*Task directions*
All lines with the word "graph" must be pulled from the entries below.

◆ ◆ ◆

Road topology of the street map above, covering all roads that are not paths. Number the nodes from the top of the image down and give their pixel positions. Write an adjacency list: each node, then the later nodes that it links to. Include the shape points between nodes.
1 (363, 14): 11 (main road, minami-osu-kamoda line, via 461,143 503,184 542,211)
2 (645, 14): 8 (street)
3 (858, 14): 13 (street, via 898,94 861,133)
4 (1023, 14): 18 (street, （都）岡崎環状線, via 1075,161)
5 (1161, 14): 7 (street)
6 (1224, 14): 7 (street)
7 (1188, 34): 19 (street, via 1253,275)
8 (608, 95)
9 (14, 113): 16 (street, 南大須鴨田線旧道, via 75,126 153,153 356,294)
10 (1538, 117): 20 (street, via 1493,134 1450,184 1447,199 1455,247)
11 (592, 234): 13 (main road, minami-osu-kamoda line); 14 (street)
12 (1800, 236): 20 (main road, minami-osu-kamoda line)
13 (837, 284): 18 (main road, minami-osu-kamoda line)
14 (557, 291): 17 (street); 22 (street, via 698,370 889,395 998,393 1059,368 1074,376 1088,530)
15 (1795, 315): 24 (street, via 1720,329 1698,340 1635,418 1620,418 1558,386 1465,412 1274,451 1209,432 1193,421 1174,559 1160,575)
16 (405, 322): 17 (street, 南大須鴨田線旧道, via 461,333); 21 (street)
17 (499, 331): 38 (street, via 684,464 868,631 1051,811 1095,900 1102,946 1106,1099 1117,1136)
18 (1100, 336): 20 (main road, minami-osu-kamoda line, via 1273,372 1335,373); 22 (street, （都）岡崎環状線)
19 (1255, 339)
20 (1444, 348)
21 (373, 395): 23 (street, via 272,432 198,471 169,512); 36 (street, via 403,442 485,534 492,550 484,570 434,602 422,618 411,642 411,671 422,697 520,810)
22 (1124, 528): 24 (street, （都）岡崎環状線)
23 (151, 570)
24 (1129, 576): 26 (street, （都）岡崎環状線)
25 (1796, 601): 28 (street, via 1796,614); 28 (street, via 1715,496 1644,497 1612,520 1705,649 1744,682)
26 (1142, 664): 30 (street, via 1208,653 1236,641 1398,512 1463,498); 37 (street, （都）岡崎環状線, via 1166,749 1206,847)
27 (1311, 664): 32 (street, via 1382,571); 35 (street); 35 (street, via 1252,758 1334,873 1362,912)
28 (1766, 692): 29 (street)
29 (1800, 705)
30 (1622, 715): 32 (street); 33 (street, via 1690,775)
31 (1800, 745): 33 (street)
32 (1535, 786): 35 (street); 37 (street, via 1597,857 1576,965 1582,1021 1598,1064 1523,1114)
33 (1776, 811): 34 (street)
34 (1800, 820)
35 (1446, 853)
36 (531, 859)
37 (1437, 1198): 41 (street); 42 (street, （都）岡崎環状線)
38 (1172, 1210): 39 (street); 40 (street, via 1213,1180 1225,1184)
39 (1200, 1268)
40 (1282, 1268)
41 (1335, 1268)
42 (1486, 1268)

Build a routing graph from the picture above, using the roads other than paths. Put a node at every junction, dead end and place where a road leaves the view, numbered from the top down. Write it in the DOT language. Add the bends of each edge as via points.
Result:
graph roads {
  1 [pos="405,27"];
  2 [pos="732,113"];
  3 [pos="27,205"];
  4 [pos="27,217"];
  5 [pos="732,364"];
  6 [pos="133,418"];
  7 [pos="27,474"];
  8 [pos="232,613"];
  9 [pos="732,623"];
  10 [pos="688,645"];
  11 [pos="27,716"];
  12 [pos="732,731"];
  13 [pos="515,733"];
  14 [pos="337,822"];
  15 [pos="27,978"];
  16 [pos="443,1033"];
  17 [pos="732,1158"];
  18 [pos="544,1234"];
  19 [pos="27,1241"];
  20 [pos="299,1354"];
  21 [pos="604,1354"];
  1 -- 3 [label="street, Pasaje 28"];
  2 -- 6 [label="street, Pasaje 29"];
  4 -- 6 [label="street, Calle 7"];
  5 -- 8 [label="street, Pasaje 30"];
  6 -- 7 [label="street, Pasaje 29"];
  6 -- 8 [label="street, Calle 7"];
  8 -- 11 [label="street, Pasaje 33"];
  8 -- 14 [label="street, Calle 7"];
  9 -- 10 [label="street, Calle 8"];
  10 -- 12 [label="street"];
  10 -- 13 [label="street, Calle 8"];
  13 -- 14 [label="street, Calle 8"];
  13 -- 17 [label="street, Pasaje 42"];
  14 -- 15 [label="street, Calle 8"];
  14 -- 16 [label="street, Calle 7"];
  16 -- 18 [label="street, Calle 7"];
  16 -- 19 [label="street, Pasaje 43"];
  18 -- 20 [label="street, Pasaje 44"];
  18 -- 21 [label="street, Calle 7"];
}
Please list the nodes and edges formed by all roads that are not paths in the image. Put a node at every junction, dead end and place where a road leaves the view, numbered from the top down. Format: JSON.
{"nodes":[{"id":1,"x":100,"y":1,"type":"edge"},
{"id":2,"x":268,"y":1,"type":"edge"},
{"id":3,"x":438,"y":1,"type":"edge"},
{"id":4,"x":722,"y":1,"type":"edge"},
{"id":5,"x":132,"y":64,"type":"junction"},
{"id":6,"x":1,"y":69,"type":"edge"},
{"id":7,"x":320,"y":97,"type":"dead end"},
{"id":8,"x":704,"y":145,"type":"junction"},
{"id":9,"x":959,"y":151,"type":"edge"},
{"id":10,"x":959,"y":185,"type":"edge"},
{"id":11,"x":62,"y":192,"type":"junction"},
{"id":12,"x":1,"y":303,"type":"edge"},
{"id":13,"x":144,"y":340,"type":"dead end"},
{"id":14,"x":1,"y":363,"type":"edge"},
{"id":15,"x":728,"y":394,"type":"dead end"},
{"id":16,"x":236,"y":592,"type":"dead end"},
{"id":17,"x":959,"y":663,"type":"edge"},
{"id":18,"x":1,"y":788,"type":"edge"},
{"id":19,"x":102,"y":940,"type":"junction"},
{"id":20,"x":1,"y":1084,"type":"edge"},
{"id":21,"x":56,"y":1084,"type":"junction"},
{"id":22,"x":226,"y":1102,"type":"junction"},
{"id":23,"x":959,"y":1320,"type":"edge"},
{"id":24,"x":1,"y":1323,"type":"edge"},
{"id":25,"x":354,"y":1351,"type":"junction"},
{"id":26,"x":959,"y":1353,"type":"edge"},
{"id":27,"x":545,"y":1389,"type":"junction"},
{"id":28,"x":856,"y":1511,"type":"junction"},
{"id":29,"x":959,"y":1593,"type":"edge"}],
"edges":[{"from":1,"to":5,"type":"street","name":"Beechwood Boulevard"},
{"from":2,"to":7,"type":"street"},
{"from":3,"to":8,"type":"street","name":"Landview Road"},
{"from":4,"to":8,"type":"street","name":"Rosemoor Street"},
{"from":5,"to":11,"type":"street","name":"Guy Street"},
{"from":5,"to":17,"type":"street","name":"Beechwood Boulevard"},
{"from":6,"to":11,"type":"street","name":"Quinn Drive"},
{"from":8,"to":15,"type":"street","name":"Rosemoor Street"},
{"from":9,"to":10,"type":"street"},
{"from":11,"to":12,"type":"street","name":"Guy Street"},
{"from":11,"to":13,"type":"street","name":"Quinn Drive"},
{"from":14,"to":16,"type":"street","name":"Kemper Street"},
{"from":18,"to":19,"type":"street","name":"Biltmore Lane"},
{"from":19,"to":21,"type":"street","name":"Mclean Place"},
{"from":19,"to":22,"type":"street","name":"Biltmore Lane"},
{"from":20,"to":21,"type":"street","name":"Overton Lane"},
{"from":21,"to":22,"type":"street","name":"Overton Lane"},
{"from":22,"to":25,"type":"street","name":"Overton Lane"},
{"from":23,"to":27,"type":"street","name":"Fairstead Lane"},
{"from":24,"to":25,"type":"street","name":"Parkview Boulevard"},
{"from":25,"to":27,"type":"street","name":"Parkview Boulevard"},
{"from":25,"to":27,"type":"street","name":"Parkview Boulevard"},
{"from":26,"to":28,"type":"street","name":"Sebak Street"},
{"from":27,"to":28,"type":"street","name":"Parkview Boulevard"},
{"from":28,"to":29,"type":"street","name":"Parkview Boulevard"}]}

◆ ◆ ◆

*Answer to this problem*
Build a routing graph from the picture above, using the roads other than paths. Put a node at every junction, dead end and place where a road leaves the view, numbered from the top down. Write it in the DOT language. Add the bends of each edge as via points.
graph roads {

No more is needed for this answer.